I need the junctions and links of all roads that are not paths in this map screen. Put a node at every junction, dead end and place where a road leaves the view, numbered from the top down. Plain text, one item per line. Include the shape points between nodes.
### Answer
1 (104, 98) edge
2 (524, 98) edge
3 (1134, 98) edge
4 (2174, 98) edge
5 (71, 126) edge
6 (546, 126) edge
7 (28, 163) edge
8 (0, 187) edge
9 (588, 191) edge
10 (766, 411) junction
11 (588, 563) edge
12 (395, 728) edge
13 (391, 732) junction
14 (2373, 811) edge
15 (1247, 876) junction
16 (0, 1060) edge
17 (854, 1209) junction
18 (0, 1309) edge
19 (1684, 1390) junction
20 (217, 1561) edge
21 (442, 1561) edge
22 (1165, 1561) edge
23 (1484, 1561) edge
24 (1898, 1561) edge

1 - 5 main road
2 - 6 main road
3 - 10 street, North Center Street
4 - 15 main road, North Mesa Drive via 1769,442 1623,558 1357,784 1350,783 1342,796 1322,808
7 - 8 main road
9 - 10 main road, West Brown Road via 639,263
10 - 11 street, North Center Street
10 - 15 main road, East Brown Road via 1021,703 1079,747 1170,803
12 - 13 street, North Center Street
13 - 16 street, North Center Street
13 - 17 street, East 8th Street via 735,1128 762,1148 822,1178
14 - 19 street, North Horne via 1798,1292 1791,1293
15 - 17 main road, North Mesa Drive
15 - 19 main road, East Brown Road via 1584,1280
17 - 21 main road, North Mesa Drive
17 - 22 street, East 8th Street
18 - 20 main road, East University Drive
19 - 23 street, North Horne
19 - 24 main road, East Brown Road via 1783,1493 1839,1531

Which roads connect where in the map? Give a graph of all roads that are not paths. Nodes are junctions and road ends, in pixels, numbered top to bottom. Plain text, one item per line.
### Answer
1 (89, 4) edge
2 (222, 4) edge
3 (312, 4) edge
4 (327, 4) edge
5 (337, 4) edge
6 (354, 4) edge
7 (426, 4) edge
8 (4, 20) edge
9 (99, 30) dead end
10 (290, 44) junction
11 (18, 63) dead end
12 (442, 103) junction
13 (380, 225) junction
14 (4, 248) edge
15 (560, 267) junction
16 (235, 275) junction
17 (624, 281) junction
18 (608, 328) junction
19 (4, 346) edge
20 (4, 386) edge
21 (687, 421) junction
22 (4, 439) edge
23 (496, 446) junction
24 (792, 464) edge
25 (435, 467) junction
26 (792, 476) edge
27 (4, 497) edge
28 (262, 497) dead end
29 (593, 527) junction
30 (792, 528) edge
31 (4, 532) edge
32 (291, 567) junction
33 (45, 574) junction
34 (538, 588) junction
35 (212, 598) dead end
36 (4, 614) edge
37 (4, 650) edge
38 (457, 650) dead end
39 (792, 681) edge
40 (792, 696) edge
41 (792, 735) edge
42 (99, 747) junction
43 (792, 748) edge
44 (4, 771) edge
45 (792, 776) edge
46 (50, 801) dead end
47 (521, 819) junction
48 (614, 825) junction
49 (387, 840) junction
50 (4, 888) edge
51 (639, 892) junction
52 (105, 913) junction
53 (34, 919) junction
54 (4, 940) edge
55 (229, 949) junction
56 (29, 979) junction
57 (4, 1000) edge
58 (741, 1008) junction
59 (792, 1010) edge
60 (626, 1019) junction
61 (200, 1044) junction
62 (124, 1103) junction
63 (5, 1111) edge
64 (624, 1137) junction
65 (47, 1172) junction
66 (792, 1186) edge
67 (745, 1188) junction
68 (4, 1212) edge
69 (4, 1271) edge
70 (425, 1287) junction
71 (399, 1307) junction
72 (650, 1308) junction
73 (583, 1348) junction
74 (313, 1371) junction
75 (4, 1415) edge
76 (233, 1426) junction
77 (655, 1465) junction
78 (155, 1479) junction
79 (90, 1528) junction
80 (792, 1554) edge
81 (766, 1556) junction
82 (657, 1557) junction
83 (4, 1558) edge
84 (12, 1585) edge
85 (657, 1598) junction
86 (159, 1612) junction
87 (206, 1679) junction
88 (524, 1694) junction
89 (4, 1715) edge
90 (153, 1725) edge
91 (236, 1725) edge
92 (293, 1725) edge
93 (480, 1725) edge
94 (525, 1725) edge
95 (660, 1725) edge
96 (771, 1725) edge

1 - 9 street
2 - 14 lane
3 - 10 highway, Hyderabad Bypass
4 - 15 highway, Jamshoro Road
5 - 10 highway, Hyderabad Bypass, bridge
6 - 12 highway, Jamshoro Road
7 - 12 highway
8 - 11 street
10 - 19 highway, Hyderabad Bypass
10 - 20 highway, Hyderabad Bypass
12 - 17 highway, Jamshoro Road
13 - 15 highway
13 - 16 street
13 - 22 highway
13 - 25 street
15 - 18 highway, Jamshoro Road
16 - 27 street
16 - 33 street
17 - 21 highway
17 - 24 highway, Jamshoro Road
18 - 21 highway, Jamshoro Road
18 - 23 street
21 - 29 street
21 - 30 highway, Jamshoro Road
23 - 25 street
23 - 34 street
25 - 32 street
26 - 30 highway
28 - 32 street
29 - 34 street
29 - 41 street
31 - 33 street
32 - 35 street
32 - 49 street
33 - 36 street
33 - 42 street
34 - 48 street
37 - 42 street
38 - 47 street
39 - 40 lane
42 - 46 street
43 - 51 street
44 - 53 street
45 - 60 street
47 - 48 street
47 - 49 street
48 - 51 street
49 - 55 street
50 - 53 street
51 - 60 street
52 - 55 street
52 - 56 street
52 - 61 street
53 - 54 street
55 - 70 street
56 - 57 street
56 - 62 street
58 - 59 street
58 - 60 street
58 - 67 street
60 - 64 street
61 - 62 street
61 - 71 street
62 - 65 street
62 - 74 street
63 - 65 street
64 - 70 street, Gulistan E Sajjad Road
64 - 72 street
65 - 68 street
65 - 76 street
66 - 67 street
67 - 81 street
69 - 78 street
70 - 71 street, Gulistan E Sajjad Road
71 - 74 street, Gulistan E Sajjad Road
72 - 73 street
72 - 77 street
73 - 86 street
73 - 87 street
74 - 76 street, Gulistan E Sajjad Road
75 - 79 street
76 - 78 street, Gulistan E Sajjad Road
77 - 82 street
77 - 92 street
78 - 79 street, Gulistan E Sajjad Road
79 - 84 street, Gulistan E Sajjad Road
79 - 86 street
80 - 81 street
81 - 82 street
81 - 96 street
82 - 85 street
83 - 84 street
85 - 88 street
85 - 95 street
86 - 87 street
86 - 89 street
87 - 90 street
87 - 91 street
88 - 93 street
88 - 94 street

TASK BRIEF = A line counts if it includes the string "that". State how many such lines the entries have, with no other text.

RESULT OF THIS TASK = 2